Required work: Return the records word for word. Pictures do not belong in the copy.

Task material:

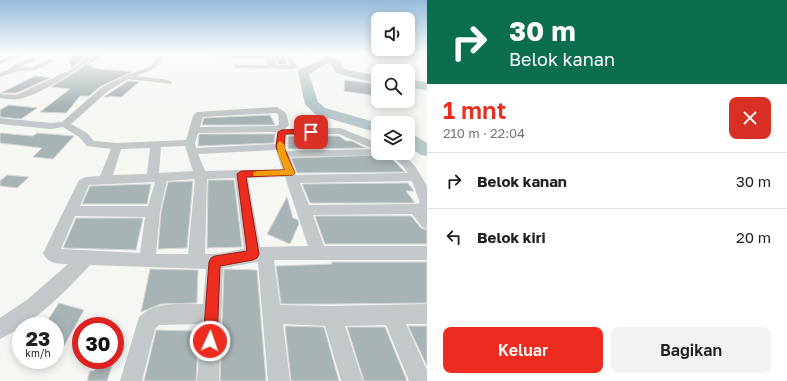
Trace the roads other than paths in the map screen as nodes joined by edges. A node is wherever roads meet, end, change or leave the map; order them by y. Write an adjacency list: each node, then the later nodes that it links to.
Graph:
1 (70, 72): 7 (street)
2 (141, 72): 3 (street)
3 (127, 77): 4 (street); 9 (street)
4 (148, 80): 5 (street); 6 (street)
5 (168, 82)
6 (139, 87)
7 (0, 96)
8 (0, 121): 9 (street)
9 (65, 124): 14 (street)
10 (194, 130): 11 (street); 11 (street); 15 (street)
11 (280, 130): 13 (street); 16 (street)
12 (156, 144): 14 (street); 15 (street); 23 (street)
13 (371, 144)
14 (117, 146): 24 (street)
15 (191, 147): 16 (street); 20 (street)
16 (281, 150): 17 (street); 21 (street)
17 (371, 152)
18 (402, 160): 22 (street)
19 (241, 174): 20 (street); 21 (street); 31 (street)
20 (201, 175): 23 (street); 35 (street)
21 (291, 176): 22 (street); 26 (street)
22 (415, 177): 25 (street)
23 (157, 178): 24 (street); 28 (street)
24 (106, 180): 27 (street)
25 (423, 207): 26 (street); 29 (street)
26 (304, 210): 32 (street)
27 (71, 211): 28 (street); 33 (street)
28 (153, 212): 34 (street)
29 (427, 223)
30 (427, 253): 32 (street)
31 (259, 254): 32 (street); 35 (street); 37 (street)
32 (319, 254)
33 (86, 258): 34 (street); 41 (street)
34 (147, 261): 35 (street)
35 (205, 261): 36 (street)
36 (212, 314): 42 (street); 43 (street)
37 (272, 314): 40 (street); 44 (street)
38 (391, 314): 39 (street); 40 (street); 46 (street)
39 (427, 314)
40 (332, 316): 45 (street)
41 (0, 329)
42 (131, 381)
43 (208, 381)
44 (279, 381)
45 (352, 381)
46 (420, 381)

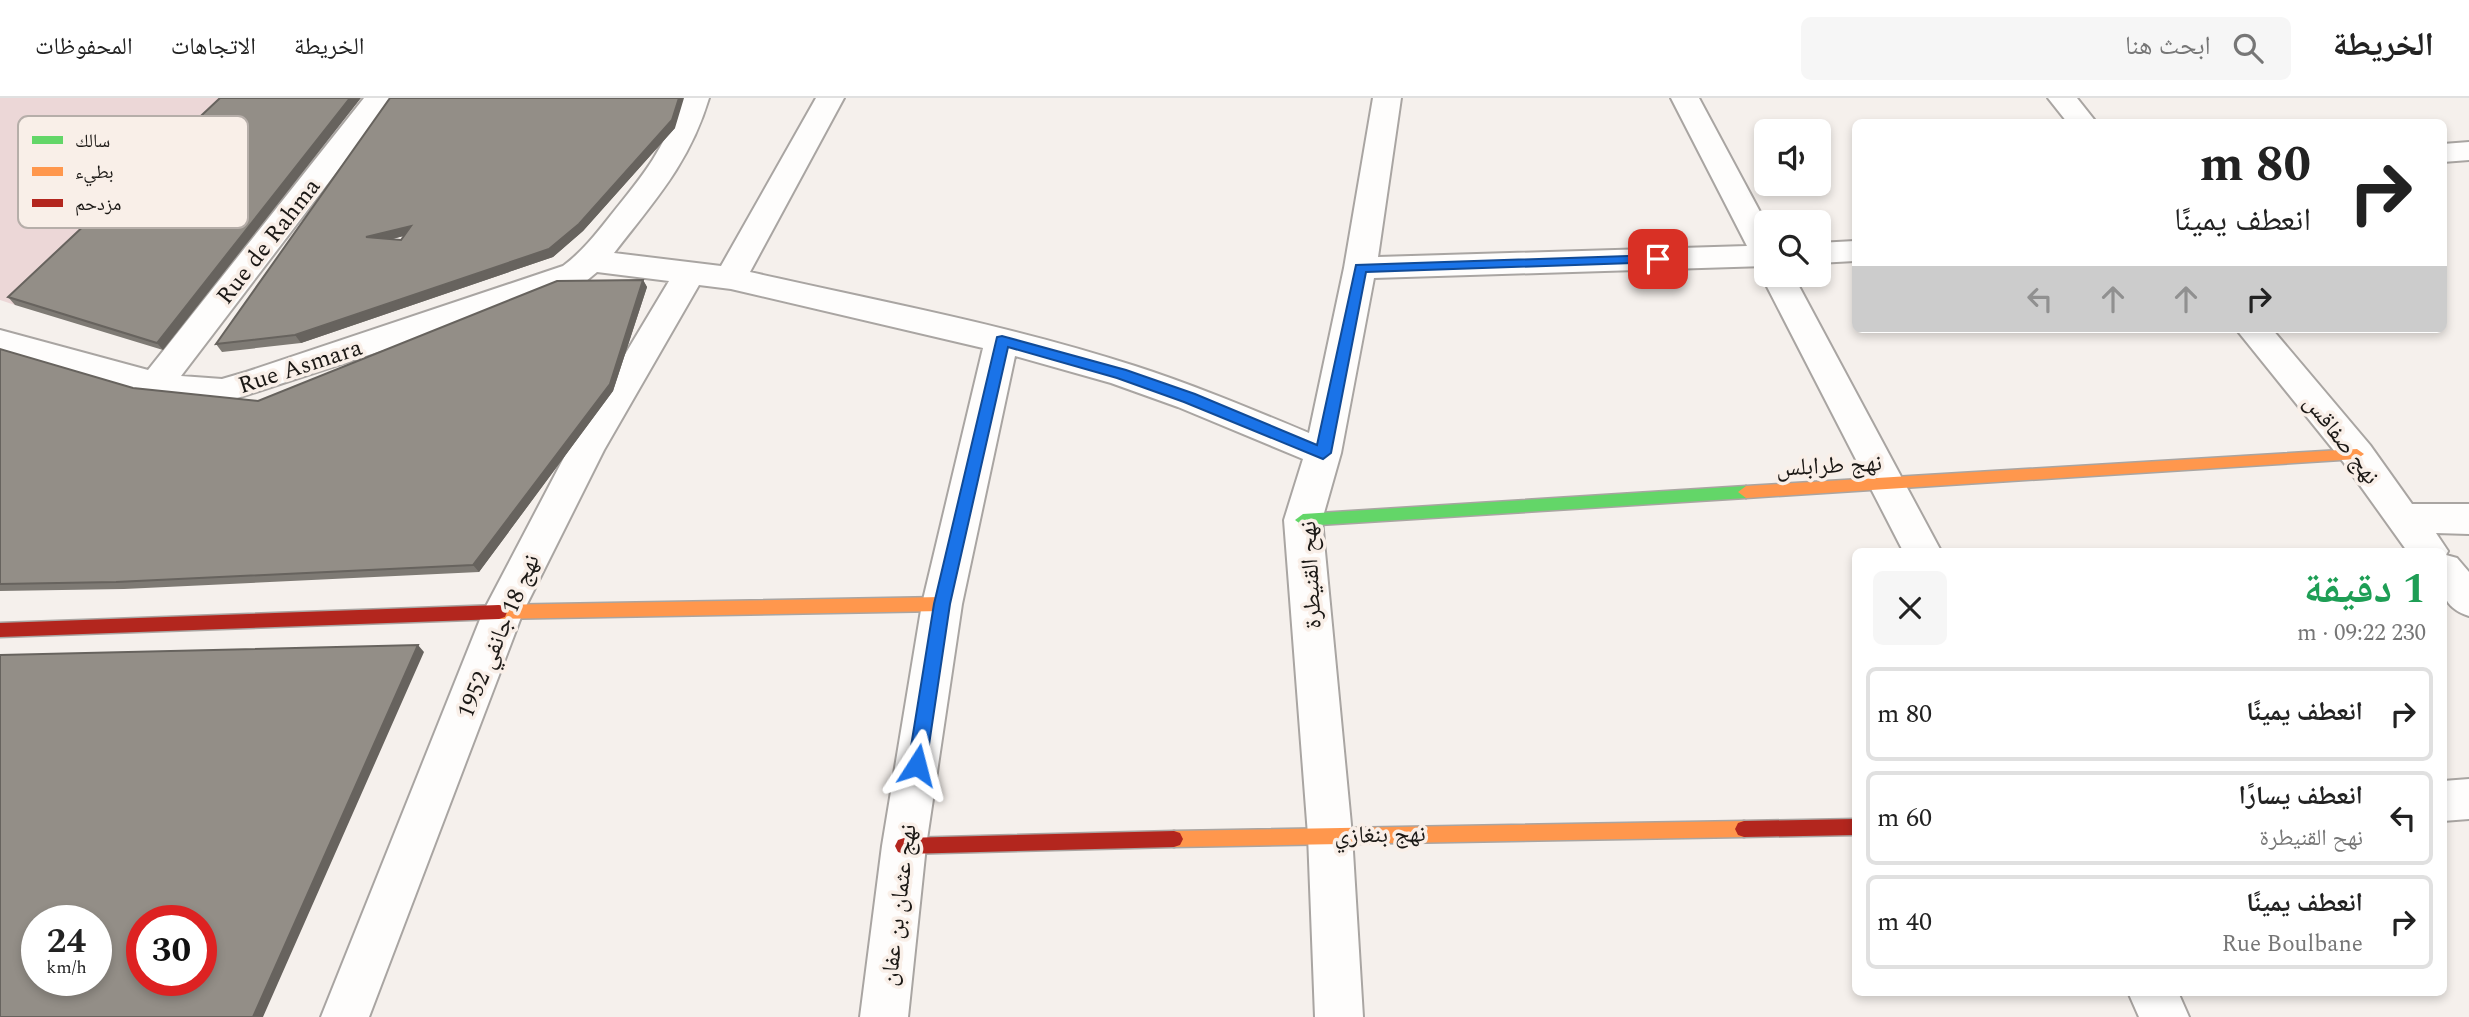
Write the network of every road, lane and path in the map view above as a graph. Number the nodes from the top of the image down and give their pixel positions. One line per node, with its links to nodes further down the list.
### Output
1 (379, 98): 20 (street, Rue de Rahma)
2 (695, 98): 12 (street)
3 (830, 98): 15 (street)
4 (1387, 98): 13 (street, نهح القنيطرة)
5 (1685, 98): 8 (street)
6 (2062, 98): 7 (street)
7 (2080, 119)
8 (1754, 232)
9 (1852, 251): 10 (street)
10 (1831, 252)
11 (1754, 255): 13 (street)
12 (591, 261): 14 (street); 20 (street, Rue Asmara)
13 (1360, 268): 21 (street, نهح القنيطرة)
14 (689, 274): 15 (street); 32 (street, نهج 18 جانفي 1952)
15 (731, 278): 18 (street)
16 (1783, 287): 23 (street)
17 (2256, 333): 22 (street, نهج صفاقس)
18 (1002, 341): 21 (street); 31 (street, نهج عثمان بن عفان)
19 (0, 342): 20 (street, Rue Asmara)
20 (156, 384)
21 (1323, 453): 26 (street, نهح القنيطرة)
22 (2357, 454): 23 (street, نهج طرابلس); 24 (street, نهج صفاقس)
23 (1887, 485): 26 (street, نهج طرابلس); 27 (street)
24 (2402, 519): 25 (street); 28 (street, نهج صفاقس)
25 (2469, 519)
26 (1303, 520): 37 (street, نهح القنيطرة)
27 (1920, 548)
28 (2426, 548)
29 (2447, 574): 30 (street)
30 (2469, 600)
31 (942, 604): 32 (street); 38 (street, نهج عثمان بن عفان)
32 (503, 612): 33 (street); 40 (street, نهج 18 جانفي 1952)
33 (0, 630)
34 (2469, 800): 35 (street)
35 (2447, 801)
36 (1852, 827): 37 (street, نهج بنغازي)
37 (1330, 835): 38 (street, نهج بنغازي); 42 (street, نهح القنيطرة)
38 (904, 846): 41 (street, نهج عثمان بن عفان)
39 (2154, 996): 43 (street)
40 (345, 1017)
41 (884, 1017)
42 (1339, 1017)
43 (2165, 1017)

Result below:
Trace the roads other than paths in the map screen as nodes joined by edges. A node is wherever roads meet, end, change or leave the map; order them by y. Write an adjacency list: each node, then the later nodes that it links to.
Graph:
1 (70, 72): 7 (street)
2 (141, 72): 3 (street)
3 (127, 77): 4 (street); 9 (street)
4 (148, 80): 5 (street); 6 (street)
5 (168, 82)
6 (139, 87)
7 (0, 96)
8 (0, 121): 9 (street)
9 (65, 124): 14 (street)
10 (194, 130): 11 (street); 11 (street); 15 (street)
11 (280, 130): 13 (street); 16 (street)
12 (156, 144): 14 (street); 15 (street); 23 (street)
13 (371, 144)
14 (117, 146): 24 (street)
15 (191, 147): 16 (street); 20 (street)
16 (281, 150): 17 (street); 21 (street)
17 (371, 152)
18 (402, 160): 22 (street)
19 (241, 174): 20 (street); 21 (street); 31 (street)
20 (201, 175): 23 (street); 35 (street)
21 (291, 176): 22 (street); 26 (street)
22 (415, 177): 25 (street)
23 (157, 178): 24 (street); 28 (street)
24 (106, 180): 27 (street)
25 (423, 207): 26 (street); 29 (street)
26 (304, 210): 32 (street)
27 (71, 211): 28 (street); 33 (street)
28 (153, 212): 34 (street)
29 (427, 223)
30 (427, 253): 32 (street)
31 (259, 254): 32 (street); 35 (street); 37 (street)
32 (319, 254)
33 (86, 258): 34 (street); 41 (street)
34 (147, 261): 35 (street)
35 (205, 261): 36 (street)
36 (212, 314): 42 (street); 43 (street)
37 (272, 314): 40 (street); 44 (street)
38 (391, 314): 39 (street); 40 (street); 46 (street)
39 (427, 314)
40 (332, 316): 45 (street)
41 (0, 329)
42 (131, 381)
43 (208, 381)
44 (279, 381)
45 (352, 381)
46 (420, 381)

Write the network of every road, lane and path in the map view above as a graph. Number the nodes from the top of the image down and give their pixel positions. One line per node, with its links to nodes further down the list.
### Output
1 (379, 98): 20 (street, Rue de Rahma)
2 (695, 98): 12 (street)
3 (830, 98): 15 (street)
4 (1387, 98): 13 (street, نهح القنيطرة)
5 (1685, 98): 8 (street)
6 (2062, 98): 7 (street)
7 (2080, 119)
8 (1754, 232)
9 (1852, 251): 10 (street)
10 (1831, 252)
11 (1754, 255): 13 (street)
12 (591, 261): 14 (street); 20 (street, Rue Asmara)
13 (1360, 268): 21 (street, نهح القنيطرة)
14 (689, 274): 15 (street); 32 (street, نهج 18 جانفي 1952)
15 (731, 278): 18 (street)
16 (1783, 287): 23 (street)
17 (2256, 333): 22 (street, نهج صفاقس)
18 (1002, 341): 21 (street); 31 (street, نهج عثمان بن عفان)
19 (0, 342): 20 (street, Rue Asmara)
20 (156, 384)
21 (1323, 453): 26 (street, نهح القنيطرة)
22 (2357, 454): 23 (street, نهج طرابلس); 24 (street, نهج صفاقس)
23 (1887, 485): 26 (street, نهج طرابلس); 27 (street)
24 (2402, 519): 25 (street); 28 (street, نهج صفاقس)
25 (2469, 519)
26 (1303, 520): 37 (street, نهح القنيطرة)
27 (1920, 548)
28 (2426, 548)
29 (2447, 574): 30 (street)
30 (2469, 600)
31 (942, 604): 32 (street); 38 (street, نهج عثمان بن عفان)
32 (503, 612): 33 (street); 40 (street, نهج 18 جانفي 1952)
33 (0, 630)
34 (2469, 800): 35 (street)
35 (2447, 801)
36 (1852, 827): 37 (street, نهج بنغازي)
37 (1330, 835): 38 (street, نهج بنغازي); 42 (street, نهح القنيطرة)
38 (904, 846): 41 (street, نهج عثمان بن عفان)
39 (2154, 996): 43 (street)
40 (345, 1017)
41 (884, 1017)
42 (1339, 1017)
43 (2165, 1017)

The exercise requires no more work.